(Stored data entries):
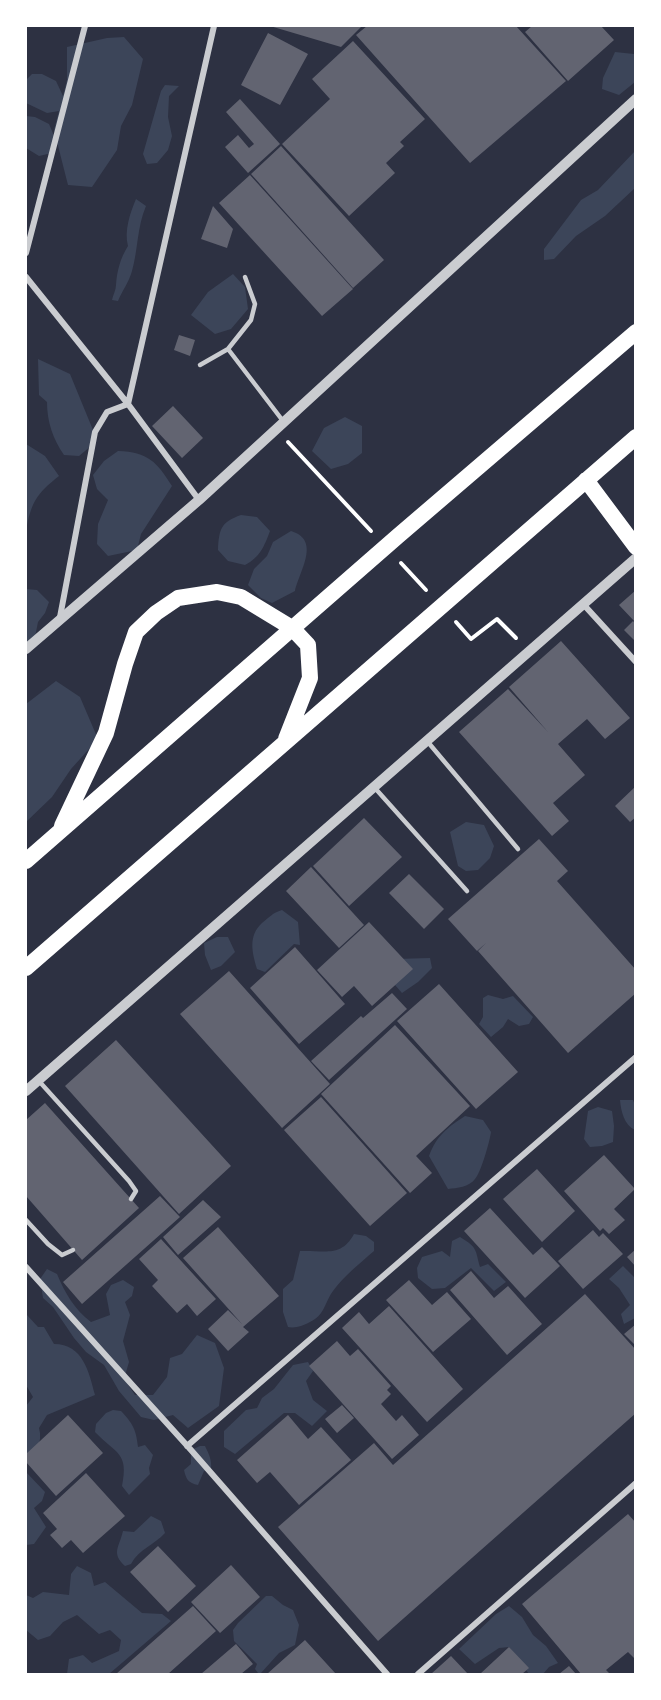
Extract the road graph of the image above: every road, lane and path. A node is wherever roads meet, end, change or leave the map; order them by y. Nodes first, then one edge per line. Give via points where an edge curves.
1 (85, 26) edge
2 (214, 26) edge
3 (636, 99) edge
4 (26, 253) edge
5 (26, 277) edge
6 (245, 277) dead end
7 (636, 332) edge
8 (228, 349) junction
9 (200, 365) dead end
10 (128, 404) junction
11 (280, 426) junction
12 (636, 436) edge
13 (586, 480) junction
14 (199, 500) junction
15 (377, 538) dead end
16 (393, 555) dead end
17 (635, 558) edge
18 (432, 597) dead end
19 (584, 605) junction
20 (60, 621) junction
21 (456, 622) dead end
22 (292, 628) junction
23 (26, 649) edge
24 (529, 652) junction
25 (636, 662) edge
26 (427, 741) junction
27 (285, 743) junction
28 (374, 787) junction
29 (60, 831) junction
30 (518, 849) dead end
31 (26, 861) edge
32 (467, 891) dead end
33 (26, 968) edge
34 (636, 1056) edge
35 (38, 1080) junction
36 (26, 1091) edge
37 (131, 1199) dead end
38 (26, 1220) edge
39 (74, 1250) dead end
40 (26, 1267) edge
41 (188, 1446) junction
42 (636, 1483) edge
43 (387, 1674) edge
44 (418, 1674) edge

1 - 4 street
2 - 10 street
3 - 11 street
5 - 10 street
6 - 8 lane via 255,304 251,320
7 - 22 highway
8 - 9 lane
8 - 11 lane
10 - 14 street
10 - 20 street via 106,412 95,432
11 - 14 street
11 - 15 path
12 - 13 highway
13 - 17 highway
13 - 27 highway
14 - 20 street
16 - 18 path
17 - 19 street
19 - 24 street
19 - 25 street
20 - 23 street
21 - 24 path via 471,639 497,619
22 - 27 highway via 308,645 310,678
22 - 29 highway
22 - 29 highway via 241,597 217,592 178,598 156,613 136,632 106,733
24 - 26 street
26 - 28 street
26 - 30 lane
27 - 33 highway
28 - 32 lane
28 - 35 street
29 - 31 highway
34 - 41 street
35 - 36 street
35 - 37 lane via 129,1181 136,1191
38 - 39 lane via 62,1254
40 - 41 street
41 - 43 street
42 - 44 street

(ACTIVITY): When a record holds a picture, leave that picture out; copy the rest verbatim.

(ANSWER):
Extract the road graph of the image above: every road, lane and path. A node is wherever roads meet, end, change or leave the map; order them by y. Nodes first, then one edge per line. Give via points where an edge curves.
1 (85, 26) edge
2 (214, 26) edge
3 (636, 99) edge
4 (26, 253) edge
5 (26, 277) edge
6 (245, 277) dead end
7 (636, 332) edge
8 (228, 349) junction
9 (200, 365) dead end
10 (128, 404) junction
11 (280, 426) junction
12 (636, 436) edge
13 (586, 480) junction
14 (199, 500) junction
15 (377, 538) dead end
16 (393, 555) dead end
17 (635, 558) edge
18 (432, 597) dead end
19 (584, 605) junction
20 (60, 621) junction
21 (456, 622) dead end
22 (292, 628) junction
23 (26, 649) edge
24 (529, 652) junction
25 (636, 662) edge
26 (427, 741) junction
27 (285, 743) junction
28 (374, 787) junction
29 (60, 831) junction
30 (518, 849) dead end
31 (26, 861) edge
32 (467, 891) dead end
33 (26, 968) edge
34 (636, 1056) edge
35 (38, 1080) junction
36 (26, 1091) edge
37 (131, 1199) dead end
38 (26, 1220) edge
39 (74, 1250) dead end
40 (26, 1267) edge
41 (188, 1446) junction
42 (636, 1483) edge
43 (387, 1674) edge
44 (418, 1674) edge

1 - 4 street
2 - 10 street
3 - 11 street
5 - 10 street
6 - 8 lane via 255,304 251,320
7 - 22 highway
8 - 9 lane
8 - 11 lane
10 - 14 street
10 - 20 street via 106,412 95,432
11 - 14 street
11 - 15 path
12 - 13 highway
13 - 17 highway
13 - 27 highway
14 - 20 street
16 - 18 path
17 - 19 street
19 - 24 street
19 - 25 street
20 - 23 street
21 - 24 path via 471,639 497,619
22 - 27 highway via 308,645 310,678
22 - 29 highway
22 - 29 highway via 241,597 217,592 178,598 156,613 136,632 106,733
24 - 26 street
26 - 28 street
26 - 30 lane
27 - 33 highway
28 - 32 lane
28 - 35 street
29 - 31 highway
34 - 41 street
35 - 36 street
35 - 37 lane via 129,1181 136,1191
38 - 39 lane via 62,1254
40 - 41 street
41 - 43 street
42 - 44 street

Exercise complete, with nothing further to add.